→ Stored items

──────

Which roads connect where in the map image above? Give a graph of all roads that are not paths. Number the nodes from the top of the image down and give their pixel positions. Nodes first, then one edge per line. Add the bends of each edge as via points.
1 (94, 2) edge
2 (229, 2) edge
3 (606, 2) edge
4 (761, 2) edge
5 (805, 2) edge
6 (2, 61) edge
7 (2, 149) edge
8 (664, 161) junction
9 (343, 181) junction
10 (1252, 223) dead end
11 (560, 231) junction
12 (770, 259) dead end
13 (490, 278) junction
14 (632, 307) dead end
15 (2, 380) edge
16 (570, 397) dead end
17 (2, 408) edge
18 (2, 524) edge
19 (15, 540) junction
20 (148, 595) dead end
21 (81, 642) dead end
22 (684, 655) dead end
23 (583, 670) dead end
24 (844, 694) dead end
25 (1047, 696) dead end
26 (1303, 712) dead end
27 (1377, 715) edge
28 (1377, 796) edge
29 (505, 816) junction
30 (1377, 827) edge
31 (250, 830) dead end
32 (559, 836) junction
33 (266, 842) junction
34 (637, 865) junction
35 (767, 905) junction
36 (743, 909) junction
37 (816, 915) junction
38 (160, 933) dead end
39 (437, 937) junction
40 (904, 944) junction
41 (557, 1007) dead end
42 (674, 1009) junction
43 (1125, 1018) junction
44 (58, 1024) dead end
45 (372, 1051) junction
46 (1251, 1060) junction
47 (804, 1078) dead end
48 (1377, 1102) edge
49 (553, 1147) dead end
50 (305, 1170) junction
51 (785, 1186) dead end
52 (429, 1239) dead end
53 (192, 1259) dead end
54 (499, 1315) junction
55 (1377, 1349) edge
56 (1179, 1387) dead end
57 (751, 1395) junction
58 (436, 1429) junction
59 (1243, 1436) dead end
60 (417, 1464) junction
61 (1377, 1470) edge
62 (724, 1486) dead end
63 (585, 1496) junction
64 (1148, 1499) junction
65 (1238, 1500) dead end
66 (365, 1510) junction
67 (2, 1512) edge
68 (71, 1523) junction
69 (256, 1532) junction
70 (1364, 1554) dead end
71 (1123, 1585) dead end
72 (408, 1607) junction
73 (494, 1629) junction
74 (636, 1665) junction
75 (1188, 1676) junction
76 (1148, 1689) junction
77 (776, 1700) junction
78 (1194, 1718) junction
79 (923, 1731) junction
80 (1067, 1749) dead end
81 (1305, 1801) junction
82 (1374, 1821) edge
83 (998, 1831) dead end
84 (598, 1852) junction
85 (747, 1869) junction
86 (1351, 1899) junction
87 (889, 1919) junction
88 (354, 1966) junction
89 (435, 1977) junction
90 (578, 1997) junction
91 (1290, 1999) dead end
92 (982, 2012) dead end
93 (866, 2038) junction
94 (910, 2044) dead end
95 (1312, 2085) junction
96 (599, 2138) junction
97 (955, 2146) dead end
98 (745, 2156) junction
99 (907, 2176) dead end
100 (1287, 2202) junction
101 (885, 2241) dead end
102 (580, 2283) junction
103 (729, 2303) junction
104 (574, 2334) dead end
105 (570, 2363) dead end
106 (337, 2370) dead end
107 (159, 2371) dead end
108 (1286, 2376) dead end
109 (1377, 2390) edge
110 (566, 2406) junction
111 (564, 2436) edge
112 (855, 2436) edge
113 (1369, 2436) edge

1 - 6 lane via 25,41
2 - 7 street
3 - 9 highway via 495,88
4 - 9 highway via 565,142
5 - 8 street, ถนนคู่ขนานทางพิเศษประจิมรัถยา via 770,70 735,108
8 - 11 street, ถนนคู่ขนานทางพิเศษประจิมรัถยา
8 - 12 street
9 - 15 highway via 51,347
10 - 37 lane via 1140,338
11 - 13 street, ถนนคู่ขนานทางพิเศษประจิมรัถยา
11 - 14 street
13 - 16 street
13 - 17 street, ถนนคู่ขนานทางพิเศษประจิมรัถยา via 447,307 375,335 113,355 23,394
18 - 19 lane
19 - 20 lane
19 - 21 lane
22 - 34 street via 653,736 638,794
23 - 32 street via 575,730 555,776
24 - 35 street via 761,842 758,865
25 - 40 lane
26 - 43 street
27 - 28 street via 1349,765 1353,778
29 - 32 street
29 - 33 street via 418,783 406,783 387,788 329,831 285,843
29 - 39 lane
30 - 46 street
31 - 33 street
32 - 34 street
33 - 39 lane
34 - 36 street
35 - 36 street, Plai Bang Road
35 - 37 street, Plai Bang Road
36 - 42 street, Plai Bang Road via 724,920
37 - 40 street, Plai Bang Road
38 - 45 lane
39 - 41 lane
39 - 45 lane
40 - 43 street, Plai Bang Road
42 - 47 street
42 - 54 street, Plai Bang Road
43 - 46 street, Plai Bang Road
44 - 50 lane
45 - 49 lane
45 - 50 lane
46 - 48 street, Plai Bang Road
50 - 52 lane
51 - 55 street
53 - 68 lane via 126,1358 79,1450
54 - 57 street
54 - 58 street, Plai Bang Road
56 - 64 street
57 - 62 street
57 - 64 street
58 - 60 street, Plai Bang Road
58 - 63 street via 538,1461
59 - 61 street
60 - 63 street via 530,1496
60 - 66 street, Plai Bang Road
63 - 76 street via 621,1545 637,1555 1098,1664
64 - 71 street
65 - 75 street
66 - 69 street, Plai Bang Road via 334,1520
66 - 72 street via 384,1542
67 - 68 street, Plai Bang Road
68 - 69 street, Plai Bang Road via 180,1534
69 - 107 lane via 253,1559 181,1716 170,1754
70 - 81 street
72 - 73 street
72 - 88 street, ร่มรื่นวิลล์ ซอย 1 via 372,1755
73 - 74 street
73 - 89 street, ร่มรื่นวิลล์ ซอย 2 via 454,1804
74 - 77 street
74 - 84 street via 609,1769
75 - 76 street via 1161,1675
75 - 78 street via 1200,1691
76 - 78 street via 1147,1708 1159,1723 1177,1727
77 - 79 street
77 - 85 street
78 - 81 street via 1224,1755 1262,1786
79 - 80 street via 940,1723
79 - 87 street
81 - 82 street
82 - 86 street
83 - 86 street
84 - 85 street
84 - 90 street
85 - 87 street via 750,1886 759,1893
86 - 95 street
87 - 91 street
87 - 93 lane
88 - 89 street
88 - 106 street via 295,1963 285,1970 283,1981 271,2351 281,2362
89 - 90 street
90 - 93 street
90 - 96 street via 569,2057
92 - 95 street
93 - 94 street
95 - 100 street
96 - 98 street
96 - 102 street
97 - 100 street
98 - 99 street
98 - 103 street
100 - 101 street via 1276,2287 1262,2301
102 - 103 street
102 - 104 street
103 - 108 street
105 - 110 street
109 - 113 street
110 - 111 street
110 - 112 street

──────

→ Your instructions
Filter the records above and copy every line that contains the word "เศษประจ".

→ Finished exercise
5 - 8 street, ถนนคู่ขนานทางพิเศษประจิมรัถยา via 770,70 735,108
8 - 11 street, ถนนคู่ขนานทางพิเศษประจิมรัถยา
11 - 13 street, ถนนคู่ขนานทางพิเศษประจิมรัถยา
13 - 17 street, ถนนคู่ขนานทางพิเศษประจิมรัถยา via 447,307 375,335 113,355 23,394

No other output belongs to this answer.